On appeal, Satchmed claims the court erred in treating the sale of the 12 leased units as a separate transaction from the sale of the 22 owned units. It emphasizes that if the trial court had treated all 34 units as part of one transaction under the Asset Sale Agreement, the number of required votes would have been different. Then, the consent of two-thirds of the owners of 38 units (calculated as 72 units minus the 34 units at issue) would have been required to authorize the exercise of the right of first refusal as to the 12 leased units. Two-thirds of 38 would be 26, and Satchmed claims there was no evidence that it could not have attracted that number of votes.

Interestingly, Satchmed's primary argument on appeal, regarding the shift in voting power dependent upon whether the sale of the 34 units is characterized as one transaction or as two, provides one more reason why the judgment is not severable.

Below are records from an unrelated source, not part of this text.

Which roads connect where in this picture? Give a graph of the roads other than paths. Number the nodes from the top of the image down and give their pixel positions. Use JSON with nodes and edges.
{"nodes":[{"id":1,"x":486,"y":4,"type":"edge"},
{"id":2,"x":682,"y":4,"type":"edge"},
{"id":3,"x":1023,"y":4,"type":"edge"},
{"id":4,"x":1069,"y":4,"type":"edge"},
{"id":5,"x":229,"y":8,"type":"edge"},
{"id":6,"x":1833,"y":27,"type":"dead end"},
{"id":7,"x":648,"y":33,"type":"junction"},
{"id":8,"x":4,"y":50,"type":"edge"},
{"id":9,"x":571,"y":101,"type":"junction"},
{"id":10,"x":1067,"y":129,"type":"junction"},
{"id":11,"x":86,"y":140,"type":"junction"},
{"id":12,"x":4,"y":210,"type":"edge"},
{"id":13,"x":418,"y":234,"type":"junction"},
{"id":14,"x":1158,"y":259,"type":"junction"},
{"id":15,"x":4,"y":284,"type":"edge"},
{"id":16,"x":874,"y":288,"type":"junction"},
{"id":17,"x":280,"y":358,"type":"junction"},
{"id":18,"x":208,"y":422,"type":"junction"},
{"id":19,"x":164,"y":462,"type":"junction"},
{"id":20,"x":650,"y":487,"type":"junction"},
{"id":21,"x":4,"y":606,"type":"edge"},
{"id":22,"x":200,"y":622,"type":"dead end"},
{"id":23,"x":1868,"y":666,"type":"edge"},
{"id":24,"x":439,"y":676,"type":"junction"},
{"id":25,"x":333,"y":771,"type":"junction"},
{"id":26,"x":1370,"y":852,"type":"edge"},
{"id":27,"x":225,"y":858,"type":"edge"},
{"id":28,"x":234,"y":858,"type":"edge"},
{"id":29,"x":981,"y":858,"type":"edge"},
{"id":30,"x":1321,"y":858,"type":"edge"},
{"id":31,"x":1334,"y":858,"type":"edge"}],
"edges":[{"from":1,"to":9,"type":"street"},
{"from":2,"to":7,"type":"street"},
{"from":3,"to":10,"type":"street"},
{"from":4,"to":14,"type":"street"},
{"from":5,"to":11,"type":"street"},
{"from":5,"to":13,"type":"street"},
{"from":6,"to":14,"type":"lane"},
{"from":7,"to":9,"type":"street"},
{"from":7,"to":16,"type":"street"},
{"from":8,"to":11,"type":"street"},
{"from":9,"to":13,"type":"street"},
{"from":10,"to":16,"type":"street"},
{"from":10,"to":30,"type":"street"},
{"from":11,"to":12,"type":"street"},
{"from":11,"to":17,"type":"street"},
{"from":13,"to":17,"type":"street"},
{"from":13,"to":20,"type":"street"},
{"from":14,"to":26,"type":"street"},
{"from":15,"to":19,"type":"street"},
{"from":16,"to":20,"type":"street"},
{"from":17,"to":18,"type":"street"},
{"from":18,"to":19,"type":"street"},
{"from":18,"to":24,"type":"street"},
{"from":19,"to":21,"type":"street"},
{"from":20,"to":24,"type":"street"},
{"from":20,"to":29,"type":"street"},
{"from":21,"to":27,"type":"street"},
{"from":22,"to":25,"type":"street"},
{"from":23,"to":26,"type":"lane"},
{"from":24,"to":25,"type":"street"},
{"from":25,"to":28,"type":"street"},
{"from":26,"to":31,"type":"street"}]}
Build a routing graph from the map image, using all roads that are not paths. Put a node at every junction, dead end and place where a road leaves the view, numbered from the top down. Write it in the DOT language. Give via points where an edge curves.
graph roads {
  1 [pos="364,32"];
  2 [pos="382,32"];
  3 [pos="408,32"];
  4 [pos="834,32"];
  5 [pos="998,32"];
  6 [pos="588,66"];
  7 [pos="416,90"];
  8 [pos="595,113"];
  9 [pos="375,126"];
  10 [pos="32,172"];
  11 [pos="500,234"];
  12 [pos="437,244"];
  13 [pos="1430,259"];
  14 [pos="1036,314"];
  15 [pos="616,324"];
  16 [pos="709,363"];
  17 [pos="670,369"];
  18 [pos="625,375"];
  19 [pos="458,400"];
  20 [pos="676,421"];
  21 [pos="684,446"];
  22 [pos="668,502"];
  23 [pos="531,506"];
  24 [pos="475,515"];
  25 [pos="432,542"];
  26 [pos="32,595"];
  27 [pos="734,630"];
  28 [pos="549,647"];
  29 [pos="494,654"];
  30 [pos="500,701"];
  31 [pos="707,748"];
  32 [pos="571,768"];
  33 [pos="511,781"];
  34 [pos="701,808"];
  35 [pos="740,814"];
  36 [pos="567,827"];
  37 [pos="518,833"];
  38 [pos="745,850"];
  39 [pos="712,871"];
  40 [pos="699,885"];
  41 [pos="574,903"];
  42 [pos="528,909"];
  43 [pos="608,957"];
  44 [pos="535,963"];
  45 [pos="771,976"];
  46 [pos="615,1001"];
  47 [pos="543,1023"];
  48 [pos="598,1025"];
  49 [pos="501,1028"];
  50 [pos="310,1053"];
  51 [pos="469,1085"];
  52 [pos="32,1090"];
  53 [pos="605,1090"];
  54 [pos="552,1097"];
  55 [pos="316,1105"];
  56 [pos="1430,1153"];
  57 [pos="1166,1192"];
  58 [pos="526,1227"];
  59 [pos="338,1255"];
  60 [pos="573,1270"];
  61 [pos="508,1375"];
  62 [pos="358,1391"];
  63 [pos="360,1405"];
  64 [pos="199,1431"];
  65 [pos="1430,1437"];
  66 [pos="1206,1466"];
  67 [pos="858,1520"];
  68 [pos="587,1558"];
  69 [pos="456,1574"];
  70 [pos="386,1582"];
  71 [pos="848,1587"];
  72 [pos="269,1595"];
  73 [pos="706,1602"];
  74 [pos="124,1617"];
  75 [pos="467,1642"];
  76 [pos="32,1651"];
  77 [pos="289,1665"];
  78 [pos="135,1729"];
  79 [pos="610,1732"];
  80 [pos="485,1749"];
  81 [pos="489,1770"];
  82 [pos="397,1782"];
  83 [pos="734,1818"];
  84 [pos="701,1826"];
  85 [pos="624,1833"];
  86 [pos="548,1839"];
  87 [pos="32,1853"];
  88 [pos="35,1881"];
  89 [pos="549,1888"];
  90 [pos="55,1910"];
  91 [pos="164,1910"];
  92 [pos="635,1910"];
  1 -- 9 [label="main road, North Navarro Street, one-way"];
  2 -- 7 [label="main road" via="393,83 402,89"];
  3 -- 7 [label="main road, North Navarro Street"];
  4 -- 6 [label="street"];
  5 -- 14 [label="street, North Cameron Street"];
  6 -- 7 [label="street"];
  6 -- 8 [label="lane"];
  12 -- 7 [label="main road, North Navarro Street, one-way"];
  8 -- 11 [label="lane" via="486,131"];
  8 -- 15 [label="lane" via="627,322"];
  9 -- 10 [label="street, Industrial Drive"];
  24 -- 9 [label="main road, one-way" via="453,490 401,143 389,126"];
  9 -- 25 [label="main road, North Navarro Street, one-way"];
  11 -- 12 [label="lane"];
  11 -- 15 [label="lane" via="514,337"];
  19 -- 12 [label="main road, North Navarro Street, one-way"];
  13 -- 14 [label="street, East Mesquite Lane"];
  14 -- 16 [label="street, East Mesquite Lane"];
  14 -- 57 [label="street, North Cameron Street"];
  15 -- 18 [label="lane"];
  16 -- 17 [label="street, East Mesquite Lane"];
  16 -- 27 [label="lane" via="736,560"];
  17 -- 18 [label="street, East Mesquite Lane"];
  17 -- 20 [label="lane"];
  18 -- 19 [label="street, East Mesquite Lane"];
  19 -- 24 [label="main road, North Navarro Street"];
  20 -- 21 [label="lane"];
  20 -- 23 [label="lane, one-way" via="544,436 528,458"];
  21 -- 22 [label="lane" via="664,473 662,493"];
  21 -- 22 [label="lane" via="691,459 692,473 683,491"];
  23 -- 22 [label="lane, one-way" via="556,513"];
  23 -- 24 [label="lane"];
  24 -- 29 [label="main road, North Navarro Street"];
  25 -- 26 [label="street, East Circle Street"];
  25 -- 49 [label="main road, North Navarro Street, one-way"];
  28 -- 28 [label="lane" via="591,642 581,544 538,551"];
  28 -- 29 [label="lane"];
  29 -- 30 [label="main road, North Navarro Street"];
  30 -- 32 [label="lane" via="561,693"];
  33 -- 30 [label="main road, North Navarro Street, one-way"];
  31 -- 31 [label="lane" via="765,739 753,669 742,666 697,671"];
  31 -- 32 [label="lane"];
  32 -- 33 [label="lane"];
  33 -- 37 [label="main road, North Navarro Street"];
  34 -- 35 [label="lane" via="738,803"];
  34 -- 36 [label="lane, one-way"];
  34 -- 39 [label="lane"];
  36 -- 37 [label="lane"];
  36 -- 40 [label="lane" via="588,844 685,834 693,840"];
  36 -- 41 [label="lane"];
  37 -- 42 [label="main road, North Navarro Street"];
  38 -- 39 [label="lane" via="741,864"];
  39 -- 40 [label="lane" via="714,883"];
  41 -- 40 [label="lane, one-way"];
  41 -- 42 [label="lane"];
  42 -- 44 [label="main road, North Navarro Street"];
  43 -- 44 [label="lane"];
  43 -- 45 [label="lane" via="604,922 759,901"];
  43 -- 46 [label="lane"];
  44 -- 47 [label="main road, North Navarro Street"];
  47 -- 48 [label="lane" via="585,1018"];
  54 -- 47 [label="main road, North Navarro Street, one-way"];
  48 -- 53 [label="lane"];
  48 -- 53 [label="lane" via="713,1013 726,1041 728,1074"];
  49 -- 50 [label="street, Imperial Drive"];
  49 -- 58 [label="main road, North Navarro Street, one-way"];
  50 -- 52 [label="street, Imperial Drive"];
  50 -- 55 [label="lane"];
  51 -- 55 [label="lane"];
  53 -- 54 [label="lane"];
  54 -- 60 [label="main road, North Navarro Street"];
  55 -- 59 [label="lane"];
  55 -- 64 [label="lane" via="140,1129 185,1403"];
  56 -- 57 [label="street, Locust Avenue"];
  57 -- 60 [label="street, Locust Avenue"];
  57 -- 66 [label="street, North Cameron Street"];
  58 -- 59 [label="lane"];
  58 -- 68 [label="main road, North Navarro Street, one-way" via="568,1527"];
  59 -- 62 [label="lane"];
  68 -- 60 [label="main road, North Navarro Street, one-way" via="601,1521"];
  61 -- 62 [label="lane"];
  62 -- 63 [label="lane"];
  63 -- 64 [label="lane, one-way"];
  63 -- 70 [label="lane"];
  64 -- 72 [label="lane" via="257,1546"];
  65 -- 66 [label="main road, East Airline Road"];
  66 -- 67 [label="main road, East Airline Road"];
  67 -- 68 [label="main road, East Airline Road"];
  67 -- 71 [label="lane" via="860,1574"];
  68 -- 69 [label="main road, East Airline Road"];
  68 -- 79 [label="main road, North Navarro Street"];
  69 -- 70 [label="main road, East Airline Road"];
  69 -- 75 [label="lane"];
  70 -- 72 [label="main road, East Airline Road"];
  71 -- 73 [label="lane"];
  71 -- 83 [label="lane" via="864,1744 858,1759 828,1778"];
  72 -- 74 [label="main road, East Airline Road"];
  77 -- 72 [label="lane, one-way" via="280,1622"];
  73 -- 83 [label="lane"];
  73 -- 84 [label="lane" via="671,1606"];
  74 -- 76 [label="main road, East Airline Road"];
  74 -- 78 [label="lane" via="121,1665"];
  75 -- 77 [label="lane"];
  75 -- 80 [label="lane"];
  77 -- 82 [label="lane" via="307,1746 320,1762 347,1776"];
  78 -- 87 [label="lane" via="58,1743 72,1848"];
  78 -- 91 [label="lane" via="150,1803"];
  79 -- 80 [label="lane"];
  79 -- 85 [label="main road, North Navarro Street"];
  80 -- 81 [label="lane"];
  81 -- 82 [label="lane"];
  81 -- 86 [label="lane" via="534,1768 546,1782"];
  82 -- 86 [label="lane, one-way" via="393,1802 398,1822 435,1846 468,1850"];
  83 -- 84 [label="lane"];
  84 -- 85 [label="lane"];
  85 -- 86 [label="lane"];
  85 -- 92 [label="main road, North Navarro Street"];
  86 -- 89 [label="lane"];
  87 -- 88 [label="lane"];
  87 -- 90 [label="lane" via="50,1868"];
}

If this court were to agree that the portions of the judgment were severable, and hear only the appeal pertaining to the 12 leased units, Satchmed would need to attract fewer votes than it would were all 34 units put at issue at the same time on a review of the entire judgment as a whole.

With only the 12 leased units at issue, the required number of votes to authorize the exercise of the right of first refusal, once again, would be 40 (two-thirds of 60 units). Only this time, it would be Satchmed that already owned at least 22 units. Satchmed would need to attract only an additional 18 votes to authorize the exercise, compared to the 26 votes it would have needed to attract had all 34 units been treated as part of the same transaction.

By accepting the offer to purchase the 22 owned units and only thereafter filing its appeal, Satchmed increased the likelihood that it would be able to attract enough votes to exercise the right of first refusal with respect to the 12 leased units. So, were we to agree with Satchmed that the portion of the judgment pertaining to the 12 leased units was severable, and if Satchmed were successful on appeal, it would have obtained an advantage it would not have had if it had been successful on an appeal taken from the entire judgment. Given this, the portions of the judgment pertaining to the 22 owned units and the 12 leased units cannot be characterized as severable. (See Epstein v. DeDomenico, supra, 224 Cal.App.3d at p. 1246; In re Marriage of Brockman, supra, 194 Cal.App.3d at p. 1045.)

III DISPOSITION

The appeal and the two protective cross-appeals are dismissed. UWMC, WMC-SA, and IHHI shall recover their costs on appeal.

Sills, P. J., and Rylaarsdam, J., concurred.